[[ Data shown open ]]

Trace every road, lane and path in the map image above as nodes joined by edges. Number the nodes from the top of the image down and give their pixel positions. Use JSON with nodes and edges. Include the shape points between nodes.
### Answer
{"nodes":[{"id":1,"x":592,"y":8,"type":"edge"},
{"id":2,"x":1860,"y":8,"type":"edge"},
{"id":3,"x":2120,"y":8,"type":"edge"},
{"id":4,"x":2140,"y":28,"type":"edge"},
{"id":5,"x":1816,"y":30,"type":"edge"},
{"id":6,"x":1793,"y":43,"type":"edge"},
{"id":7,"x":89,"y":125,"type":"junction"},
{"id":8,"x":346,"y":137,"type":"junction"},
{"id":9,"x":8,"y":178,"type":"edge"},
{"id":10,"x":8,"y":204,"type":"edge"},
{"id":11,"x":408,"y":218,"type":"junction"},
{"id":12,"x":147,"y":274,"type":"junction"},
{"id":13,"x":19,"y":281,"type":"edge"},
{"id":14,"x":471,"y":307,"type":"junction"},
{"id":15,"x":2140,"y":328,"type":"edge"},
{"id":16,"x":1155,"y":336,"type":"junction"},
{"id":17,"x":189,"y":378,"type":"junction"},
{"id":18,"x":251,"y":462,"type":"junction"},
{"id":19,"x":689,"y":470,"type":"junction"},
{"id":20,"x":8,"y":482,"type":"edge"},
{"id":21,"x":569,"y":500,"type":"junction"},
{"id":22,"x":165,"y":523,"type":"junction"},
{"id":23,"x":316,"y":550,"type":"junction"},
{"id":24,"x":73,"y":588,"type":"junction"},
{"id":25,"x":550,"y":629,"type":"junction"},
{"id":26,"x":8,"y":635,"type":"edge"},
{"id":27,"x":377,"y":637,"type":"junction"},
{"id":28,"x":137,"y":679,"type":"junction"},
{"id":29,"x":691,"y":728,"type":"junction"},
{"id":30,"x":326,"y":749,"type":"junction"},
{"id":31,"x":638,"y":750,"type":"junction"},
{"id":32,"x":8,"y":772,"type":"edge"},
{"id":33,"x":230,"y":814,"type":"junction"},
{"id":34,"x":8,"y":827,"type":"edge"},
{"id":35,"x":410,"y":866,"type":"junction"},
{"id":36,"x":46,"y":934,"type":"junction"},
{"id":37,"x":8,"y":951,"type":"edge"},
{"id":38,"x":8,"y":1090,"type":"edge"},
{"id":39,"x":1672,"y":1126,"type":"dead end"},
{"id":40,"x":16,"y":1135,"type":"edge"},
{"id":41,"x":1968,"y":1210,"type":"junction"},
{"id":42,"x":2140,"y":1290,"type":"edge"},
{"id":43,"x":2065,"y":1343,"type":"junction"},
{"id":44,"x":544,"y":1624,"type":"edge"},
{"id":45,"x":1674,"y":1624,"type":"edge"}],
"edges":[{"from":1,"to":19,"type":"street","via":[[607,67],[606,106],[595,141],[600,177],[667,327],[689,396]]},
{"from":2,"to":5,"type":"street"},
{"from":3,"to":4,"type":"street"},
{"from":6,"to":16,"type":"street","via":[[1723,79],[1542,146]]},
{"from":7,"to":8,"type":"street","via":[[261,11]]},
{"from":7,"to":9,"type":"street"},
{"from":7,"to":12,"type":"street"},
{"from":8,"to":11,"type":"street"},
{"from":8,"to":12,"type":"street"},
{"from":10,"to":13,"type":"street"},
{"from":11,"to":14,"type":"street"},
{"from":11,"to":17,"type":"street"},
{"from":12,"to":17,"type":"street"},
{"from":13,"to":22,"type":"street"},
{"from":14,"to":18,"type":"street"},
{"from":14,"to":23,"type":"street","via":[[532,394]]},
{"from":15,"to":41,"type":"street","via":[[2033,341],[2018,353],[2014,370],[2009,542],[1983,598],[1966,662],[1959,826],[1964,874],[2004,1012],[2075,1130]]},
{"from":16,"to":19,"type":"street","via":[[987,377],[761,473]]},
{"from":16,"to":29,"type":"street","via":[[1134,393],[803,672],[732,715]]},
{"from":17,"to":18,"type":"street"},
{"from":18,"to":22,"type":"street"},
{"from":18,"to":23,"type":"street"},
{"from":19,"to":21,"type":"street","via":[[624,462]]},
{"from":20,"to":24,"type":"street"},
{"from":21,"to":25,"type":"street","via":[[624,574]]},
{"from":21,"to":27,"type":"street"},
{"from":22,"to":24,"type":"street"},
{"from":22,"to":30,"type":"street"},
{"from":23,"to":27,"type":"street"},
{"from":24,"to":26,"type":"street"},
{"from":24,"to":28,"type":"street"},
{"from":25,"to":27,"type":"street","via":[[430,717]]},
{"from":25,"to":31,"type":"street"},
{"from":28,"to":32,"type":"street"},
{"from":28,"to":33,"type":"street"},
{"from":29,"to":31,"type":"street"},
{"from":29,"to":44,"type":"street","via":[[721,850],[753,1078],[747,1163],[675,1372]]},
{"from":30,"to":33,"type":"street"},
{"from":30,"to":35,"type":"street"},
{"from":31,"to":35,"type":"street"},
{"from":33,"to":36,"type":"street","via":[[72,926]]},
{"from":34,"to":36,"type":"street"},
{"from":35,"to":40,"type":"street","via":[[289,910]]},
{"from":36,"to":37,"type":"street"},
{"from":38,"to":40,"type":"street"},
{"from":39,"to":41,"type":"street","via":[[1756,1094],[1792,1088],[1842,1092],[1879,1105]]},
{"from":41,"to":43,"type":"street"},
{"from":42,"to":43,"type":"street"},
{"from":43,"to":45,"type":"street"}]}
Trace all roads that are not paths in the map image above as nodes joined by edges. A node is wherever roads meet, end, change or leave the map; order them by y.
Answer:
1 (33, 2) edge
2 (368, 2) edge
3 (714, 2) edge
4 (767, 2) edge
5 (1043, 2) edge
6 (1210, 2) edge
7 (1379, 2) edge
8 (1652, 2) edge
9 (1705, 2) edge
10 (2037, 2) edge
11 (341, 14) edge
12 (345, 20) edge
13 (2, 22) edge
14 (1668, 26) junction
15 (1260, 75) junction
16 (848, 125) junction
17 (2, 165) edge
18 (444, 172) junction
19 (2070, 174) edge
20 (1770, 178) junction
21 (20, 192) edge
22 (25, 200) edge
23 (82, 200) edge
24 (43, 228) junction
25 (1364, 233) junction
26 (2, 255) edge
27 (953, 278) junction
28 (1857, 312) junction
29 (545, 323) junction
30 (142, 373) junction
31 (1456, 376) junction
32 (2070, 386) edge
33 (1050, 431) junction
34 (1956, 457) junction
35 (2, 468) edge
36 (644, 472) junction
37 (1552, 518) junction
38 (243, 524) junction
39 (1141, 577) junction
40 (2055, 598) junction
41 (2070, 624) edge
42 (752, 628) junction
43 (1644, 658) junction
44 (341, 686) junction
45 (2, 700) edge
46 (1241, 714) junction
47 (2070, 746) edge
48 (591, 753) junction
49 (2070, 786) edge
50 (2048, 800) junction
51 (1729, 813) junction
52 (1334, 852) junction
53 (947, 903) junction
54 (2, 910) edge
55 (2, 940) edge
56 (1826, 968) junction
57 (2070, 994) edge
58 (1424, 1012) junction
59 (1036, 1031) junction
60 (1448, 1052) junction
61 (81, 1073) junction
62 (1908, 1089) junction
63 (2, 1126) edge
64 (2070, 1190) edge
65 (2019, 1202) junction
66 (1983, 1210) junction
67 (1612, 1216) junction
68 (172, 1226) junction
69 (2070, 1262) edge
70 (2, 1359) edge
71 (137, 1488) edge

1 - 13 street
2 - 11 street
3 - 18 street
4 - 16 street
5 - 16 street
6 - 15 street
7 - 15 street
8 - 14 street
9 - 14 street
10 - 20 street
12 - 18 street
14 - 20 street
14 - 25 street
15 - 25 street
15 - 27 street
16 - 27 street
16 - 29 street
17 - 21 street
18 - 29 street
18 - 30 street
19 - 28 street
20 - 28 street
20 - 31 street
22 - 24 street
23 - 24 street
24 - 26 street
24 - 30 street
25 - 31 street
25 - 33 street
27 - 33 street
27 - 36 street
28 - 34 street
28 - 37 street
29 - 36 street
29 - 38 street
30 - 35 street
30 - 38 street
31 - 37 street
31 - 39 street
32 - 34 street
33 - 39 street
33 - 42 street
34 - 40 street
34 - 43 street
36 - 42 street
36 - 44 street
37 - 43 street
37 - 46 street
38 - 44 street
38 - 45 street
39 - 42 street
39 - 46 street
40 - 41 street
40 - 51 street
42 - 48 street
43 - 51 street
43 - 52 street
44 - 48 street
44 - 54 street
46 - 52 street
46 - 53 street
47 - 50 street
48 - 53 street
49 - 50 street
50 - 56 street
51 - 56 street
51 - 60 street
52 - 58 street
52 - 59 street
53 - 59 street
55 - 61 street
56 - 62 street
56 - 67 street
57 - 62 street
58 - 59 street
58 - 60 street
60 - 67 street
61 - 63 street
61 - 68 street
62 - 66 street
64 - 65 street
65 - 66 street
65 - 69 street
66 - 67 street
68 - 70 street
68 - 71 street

[[ Data shown closed ]]

Among the entries above, how many lines hold the string "Trace"? Respond with nothing but the number.

- [Written reply]: 2